▶ _WHAT THIS TASK INVOLVES_
Your copy should hold only the lines from the one with "Extract the road" to the one with "Digitize the connectivity", both included, each exactly as it stands below, with no pictures.

══ EXTRACTED MATERIAL ══

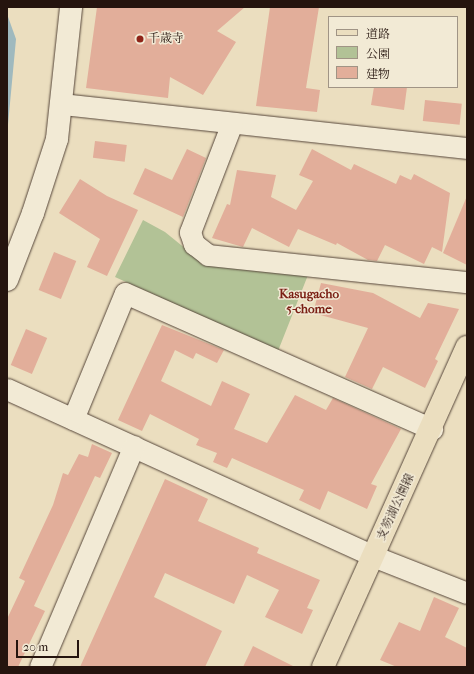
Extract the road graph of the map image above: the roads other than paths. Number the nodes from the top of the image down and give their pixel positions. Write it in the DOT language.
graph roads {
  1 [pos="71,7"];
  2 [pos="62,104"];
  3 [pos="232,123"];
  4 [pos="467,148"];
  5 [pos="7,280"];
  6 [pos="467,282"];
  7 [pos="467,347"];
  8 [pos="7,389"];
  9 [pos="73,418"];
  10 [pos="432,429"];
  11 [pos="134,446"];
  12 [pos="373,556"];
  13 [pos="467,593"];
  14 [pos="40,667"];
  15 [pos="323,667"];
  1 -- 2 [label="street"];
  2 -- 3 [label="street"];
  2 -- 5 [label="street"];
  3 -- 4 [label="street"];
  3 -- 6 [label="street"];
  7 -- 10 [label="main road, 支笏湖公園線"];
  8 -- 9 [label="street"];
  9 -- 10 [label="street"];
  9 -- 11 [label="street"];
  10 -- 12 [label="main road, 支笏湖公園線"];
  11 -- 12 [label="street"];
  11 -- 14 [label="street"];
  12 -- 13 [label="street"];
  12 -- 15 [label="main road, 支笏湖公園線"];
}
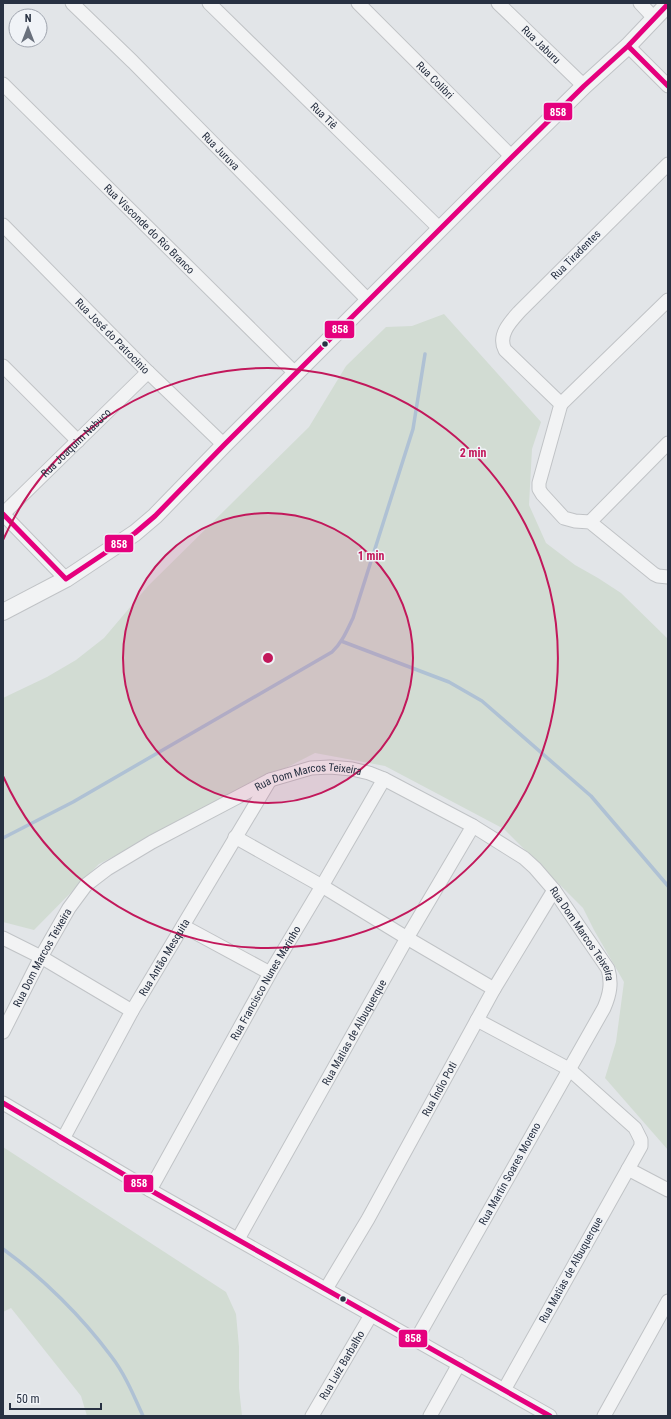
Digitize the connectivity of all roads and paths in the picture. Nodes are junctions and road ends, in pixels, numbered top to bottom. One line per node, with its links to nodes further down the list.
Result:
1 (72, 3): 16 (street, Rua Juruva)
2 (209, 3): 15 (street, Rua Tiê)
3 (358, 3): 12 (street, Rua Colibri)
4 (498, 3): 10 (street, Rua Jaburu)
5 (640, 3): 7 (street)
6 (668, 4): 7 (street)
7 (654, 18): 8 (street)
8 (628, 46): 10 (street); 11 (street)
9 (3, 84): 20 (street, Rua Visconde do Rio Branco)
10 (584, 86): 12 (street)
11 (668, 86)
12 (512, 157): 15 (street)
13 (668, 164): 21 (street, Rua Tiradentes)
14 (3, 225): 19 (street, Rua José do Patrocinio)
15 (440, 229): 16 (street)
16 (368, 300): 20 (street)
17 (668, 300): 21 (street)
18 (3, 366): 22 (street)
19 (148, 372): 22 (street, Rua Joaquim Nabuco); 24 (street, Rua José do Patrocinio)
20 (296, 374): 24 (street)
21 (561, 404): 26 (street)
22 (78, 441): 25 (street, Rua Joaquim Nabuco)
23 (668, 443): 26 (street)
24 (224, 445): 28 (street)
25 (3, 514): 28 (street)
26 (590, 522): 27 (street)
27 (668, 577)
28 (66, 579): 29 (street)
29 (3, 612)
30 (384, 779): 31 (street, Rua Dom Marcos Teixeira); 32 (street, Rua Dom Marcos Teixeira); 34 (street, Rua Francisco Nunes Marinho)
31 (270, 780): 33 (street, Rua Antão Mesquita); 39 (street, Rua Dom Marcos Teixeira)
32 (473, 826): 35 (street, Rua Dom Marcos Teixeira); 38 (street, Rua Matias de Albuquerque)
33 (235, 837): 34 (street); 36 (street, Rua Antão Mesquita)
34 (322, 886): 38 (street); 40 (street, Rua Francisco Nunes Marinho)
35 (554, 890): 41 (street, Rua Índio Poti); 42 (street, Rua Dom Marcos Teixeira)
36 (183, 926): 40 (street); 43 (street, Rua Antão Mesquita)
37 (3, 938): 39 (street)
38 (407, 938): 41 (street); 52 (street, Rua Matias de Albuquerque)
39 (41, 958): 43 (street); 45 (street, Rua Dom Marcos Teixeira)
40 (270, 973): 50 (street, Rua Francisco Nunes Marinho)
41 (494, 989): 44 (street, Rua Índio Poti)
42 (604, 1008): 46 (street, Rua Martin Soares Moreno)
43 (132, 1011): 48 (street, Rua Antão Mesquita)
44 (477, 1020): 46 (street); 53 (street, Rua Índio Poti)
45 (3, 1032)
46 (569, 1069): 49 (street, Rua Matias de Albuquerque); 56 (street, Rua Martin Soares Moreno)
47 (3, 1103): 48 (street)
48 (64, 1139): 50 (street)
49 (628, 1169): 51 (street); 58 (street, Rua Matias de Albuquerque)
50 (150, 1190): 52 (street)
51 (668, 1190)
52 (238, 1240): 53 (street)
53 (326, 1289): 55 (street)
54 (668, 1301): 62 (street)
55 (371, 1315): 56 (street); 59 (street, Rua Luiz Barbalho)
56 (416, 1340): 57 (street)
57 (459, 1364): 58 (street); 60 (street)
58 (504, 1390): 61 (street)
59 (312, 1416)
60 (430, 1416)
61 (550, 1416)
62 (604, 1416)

═══
══ EXTRACTED MATERIAL ══

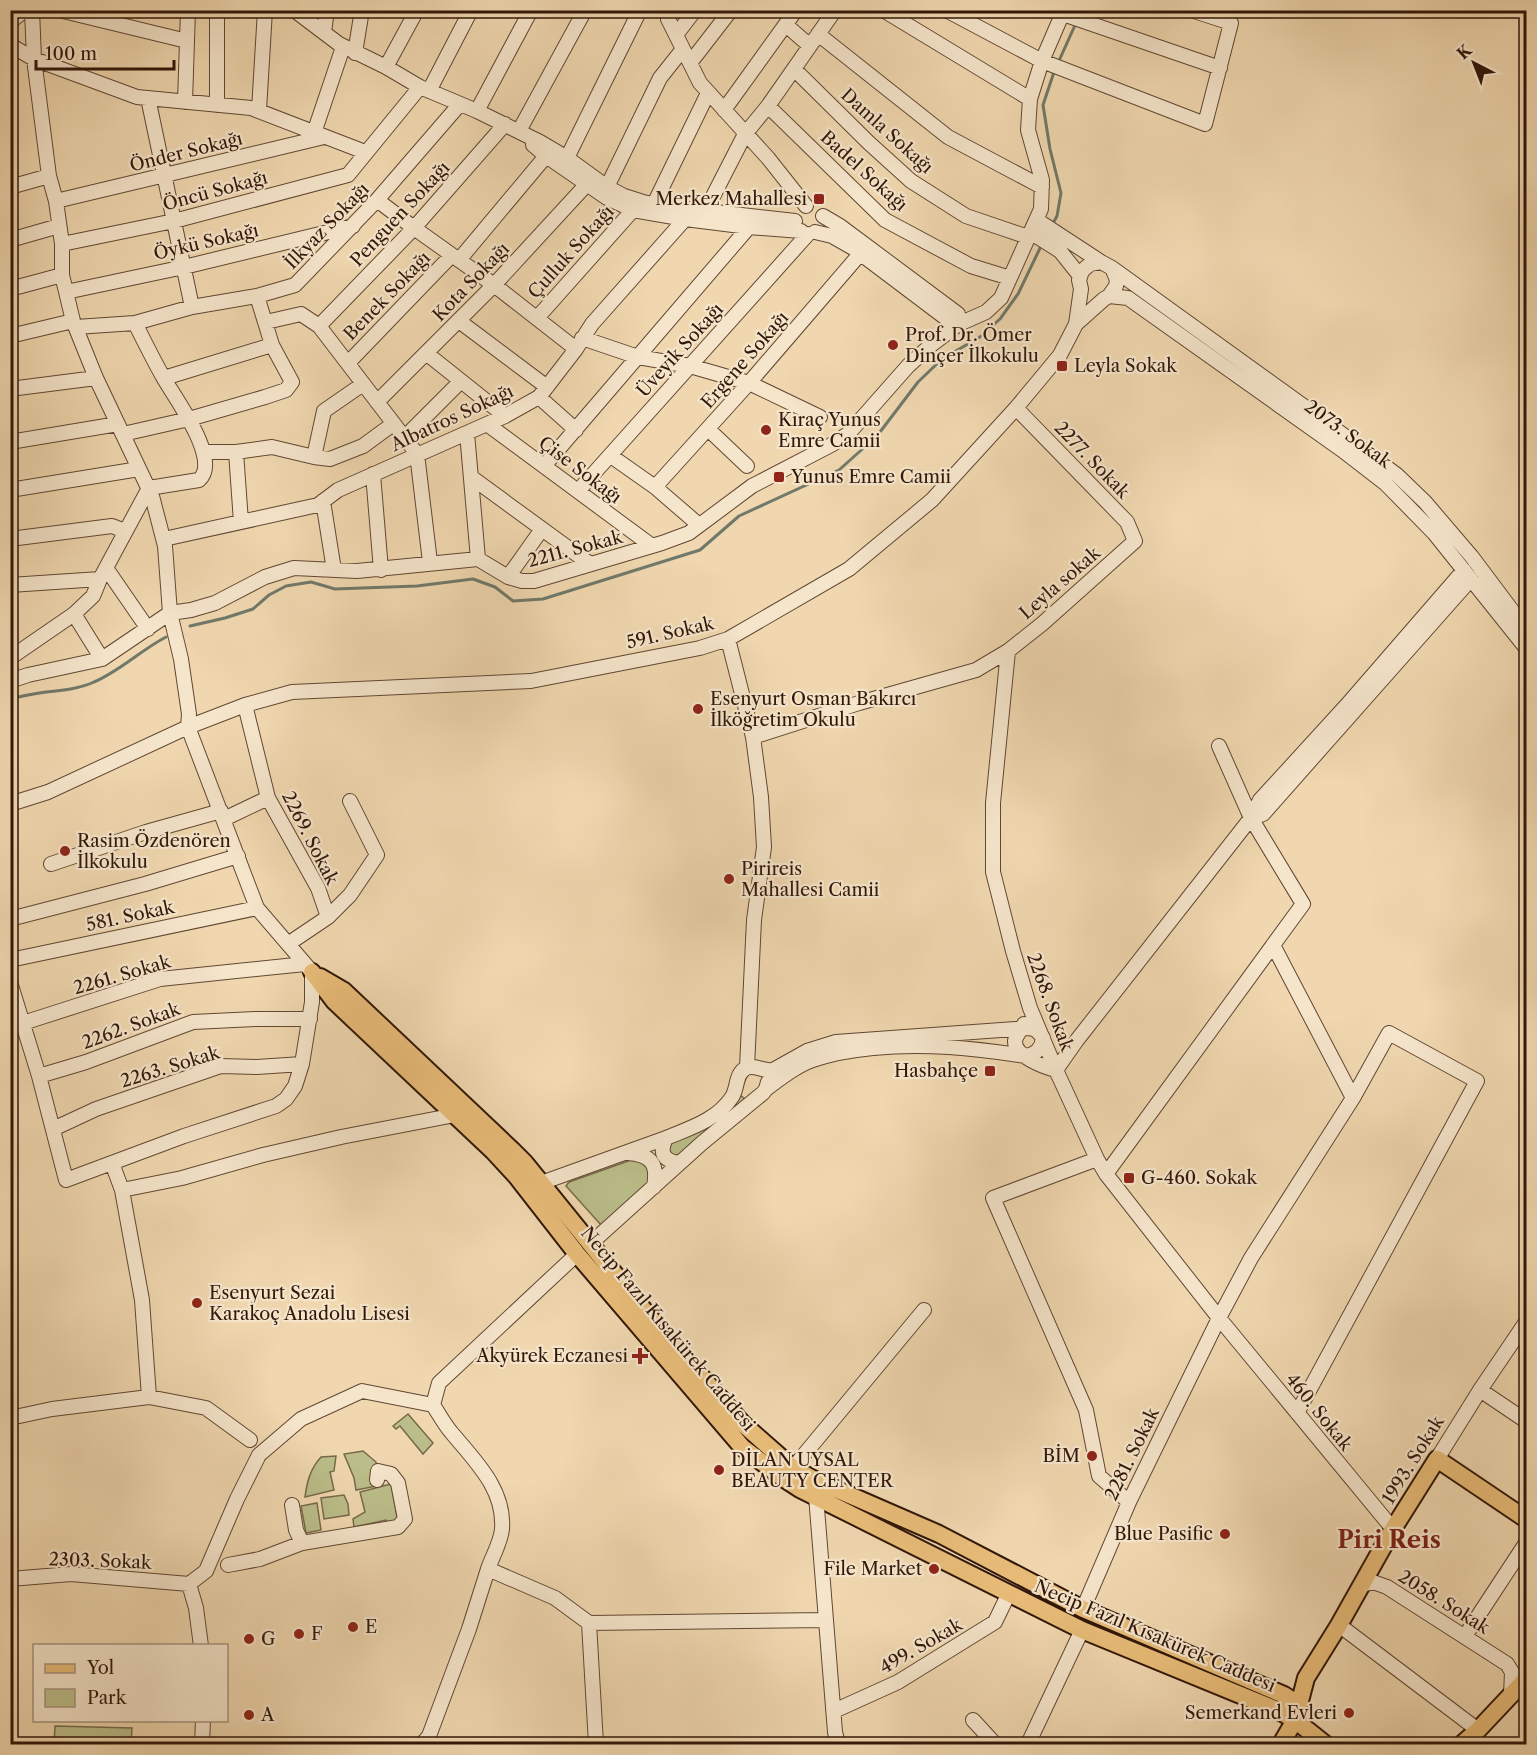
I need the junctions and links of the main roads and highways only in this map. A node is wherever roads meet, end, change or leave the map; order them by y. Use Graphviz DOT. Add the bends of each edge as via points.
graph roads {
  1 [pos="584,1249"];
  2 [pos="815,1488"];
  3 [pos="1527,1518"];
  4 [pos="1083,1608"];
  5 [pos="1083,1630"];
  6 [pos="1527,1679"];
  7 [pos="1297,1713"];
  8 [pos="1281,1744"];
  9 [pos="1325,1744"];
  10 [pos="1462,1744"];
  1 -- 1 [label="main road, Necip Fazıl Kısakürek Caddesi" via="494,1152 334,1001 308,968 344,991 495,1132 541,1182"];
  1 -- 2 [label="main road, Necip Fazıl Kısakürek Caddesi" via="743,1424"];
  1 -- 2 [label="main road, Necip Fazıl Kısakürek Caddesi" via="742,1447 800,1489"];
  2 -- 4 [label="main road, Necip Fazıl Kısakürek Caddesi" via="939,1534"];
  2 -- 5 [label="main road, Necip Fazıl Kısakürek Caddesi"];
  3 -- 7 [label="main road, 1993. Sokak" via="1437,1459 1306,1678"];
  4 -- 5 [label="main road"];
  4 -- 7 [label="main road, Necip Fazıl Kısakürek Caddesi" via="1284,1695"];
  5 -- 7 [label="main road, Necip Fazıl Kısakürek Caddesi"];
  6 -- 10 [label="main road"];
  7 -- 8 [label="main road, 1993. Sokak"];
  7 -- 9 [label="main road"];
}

═══
══ EXTRACTED MATERIAL ══

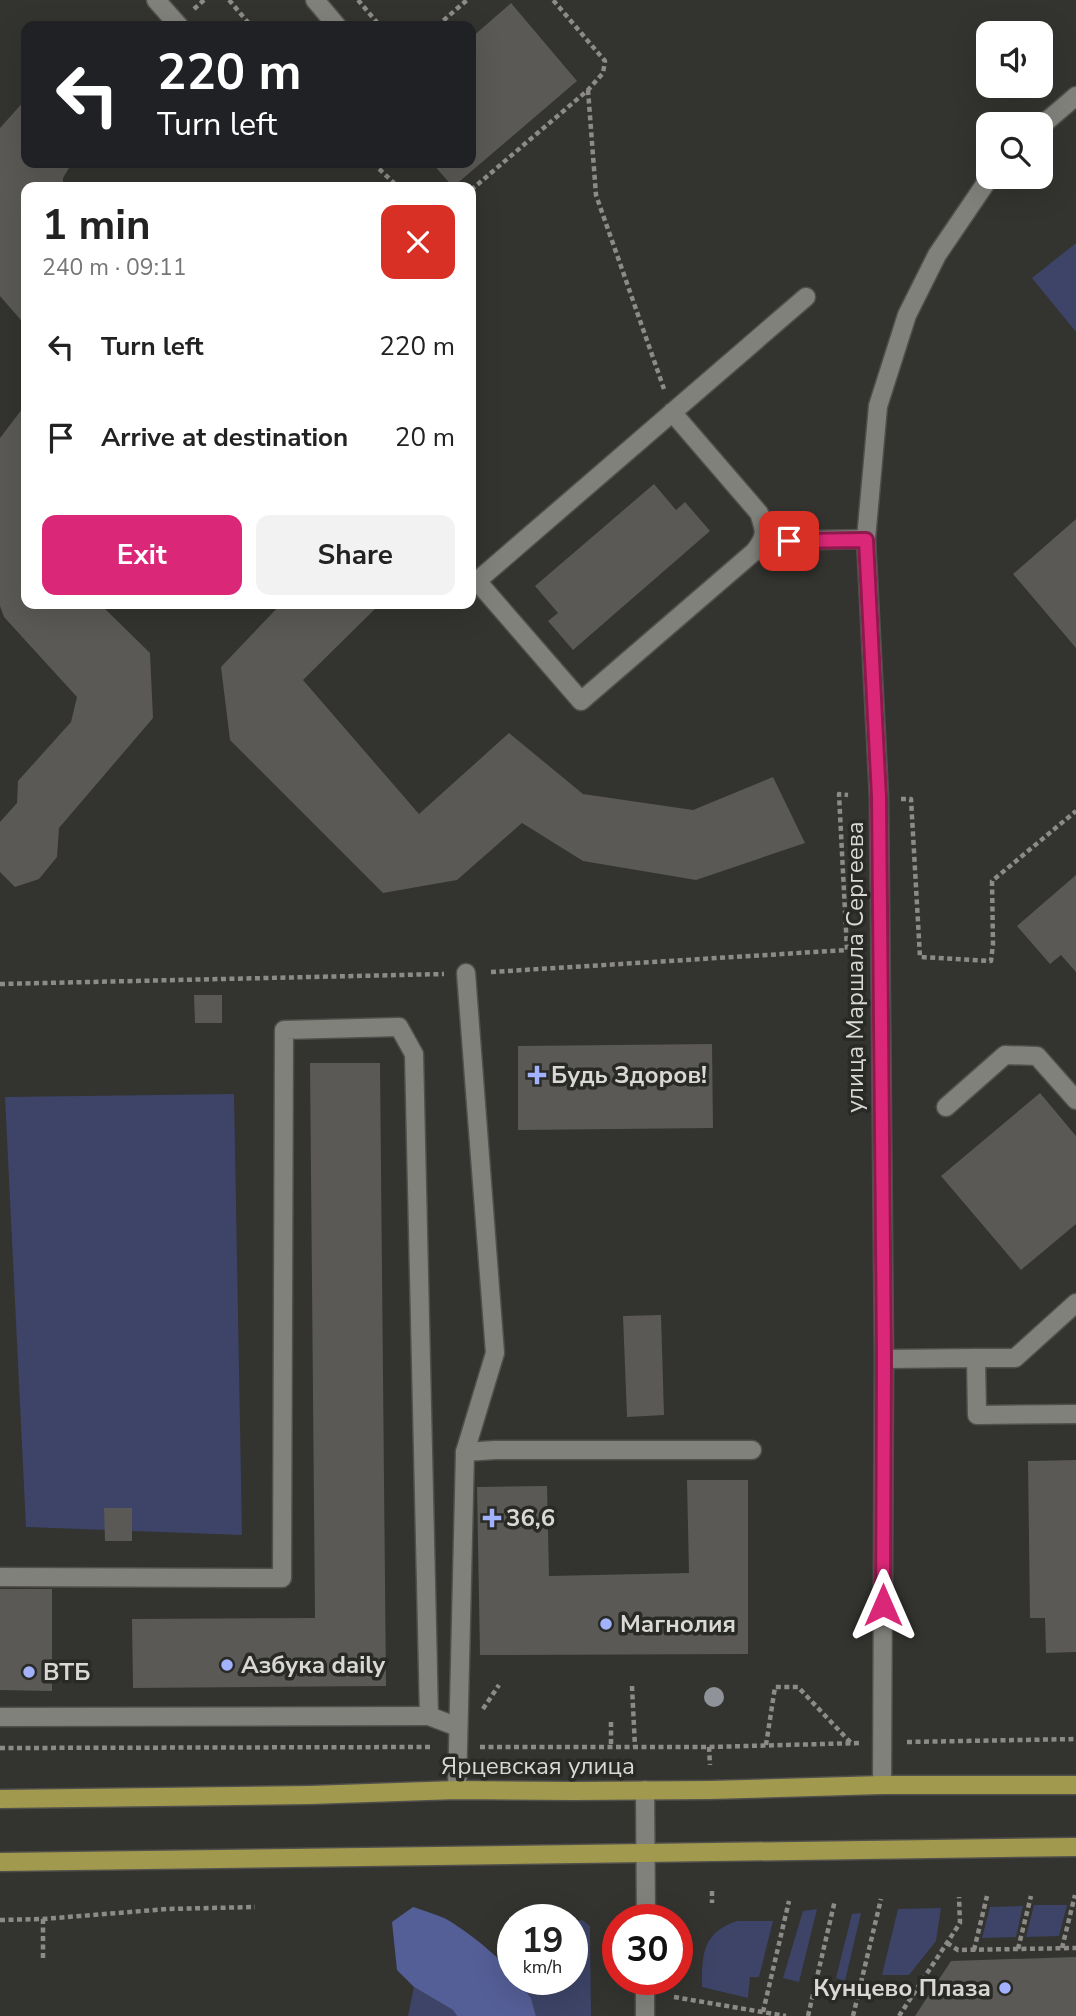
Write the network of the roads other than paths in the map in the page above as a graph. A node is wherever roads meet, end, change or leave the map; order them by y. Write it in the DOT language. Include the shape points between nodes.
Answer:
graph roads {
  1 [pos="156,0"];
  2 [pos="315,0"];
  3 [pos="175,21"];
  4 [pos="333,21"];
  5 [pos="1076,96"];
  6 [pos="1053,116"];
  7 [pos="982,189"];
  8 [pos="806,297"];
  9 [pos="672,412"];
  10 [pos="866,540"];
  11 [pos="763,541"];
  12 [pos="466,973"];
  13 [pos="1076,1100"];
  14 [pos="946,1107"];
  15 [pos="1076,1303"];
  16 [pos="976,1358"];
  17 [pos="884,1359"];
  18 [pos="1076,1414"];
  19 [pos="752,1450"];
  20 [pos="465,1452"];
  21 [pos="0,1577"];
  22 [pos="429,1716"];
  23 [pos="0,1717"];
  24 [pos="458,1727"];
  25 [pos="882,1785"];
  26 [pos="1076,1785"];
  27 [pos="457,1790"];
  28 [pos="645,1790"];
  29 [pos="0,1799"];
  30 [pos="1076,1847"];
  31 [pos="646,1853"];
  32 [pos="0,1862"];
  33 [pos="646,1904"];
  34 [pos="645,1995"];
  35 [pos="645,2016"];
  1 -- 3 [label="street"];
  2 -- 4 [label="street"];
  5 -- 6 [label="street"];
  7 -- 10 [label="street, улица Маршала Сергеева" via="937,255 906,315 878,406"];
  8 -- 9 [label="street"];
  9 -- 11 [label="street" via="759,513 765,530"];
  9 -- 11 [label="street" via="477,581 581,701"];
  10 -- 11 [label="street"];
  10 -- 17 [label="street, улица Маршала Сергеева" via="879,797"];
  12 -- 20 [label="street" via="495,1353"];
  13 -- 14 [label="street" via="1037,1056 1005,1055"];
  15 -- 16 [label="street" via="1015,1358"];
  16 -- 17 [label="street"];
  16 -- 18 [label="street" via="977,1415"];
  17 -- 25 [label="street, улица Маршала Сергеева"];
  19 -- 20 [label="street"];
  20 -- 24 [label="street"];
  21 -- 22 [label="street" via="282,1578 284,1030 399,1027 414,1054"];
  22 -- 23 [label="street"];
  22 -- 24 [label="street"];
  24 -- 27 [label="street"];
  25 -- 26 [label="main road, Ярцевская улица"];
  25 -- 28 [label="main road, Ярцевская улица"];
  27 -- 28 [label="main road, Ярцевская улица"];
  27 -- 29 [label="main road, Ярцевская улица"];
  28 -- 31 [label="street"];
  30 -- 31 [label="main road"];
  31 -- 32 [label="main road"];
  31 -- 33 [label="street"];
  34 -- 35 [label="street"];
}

═══

▶ _FINISHED TASK_
Extract the road graph of the map image above: the roads other than paths. Number the nodes from the top of the image down and give their pixel positions. Write it in the DOT language.
graph roads {
  1 [pos="71,7"];
  2 [pos="62,104"];
  3 [pos="232,123"];
  4 [pos="467,148"];
  5 [pos="7,280"];
  6 [pos="467,282"];
  7 [pos="467,347"];
  8 [pos="7,389"];
  9 [pos="73,418"];
  10 [pos="432,429"];
  11 [pos="134,446"];
  12 [pos="373,556"];
  13 [pos="467,593"];
  14 [pos="40,667"];
  15 [pos="323,667"];
  1 -- 2 [label="street"];
  2 -- 3 [label="street"];
  2 -- 5 [label="street"];
  3 -- 4 [label="street"];
  3 -- 6 [label="street"];
  7 -- 10 [label="main road, 支笏湖公園線"];
  8 -- 9 [label="street"];
  9 -- 10 [label="street"];
  9 -- 11 [label="street"];
  10 -- 12 [label="main road, 支笏湖公園線"];
  11 -- 12 [label="street"];
  11 -- 14 [label="street"];
  12 -- 13 [label="street"];
  12 -- 15 [label="main road, 支笏湖公園線"];
}
Digitize the connectivity of all roads and paths in the picture. Nodes are junctions and road ends, in pixels, numbered top to bottom. One line per node, with its links to nodes further down the list.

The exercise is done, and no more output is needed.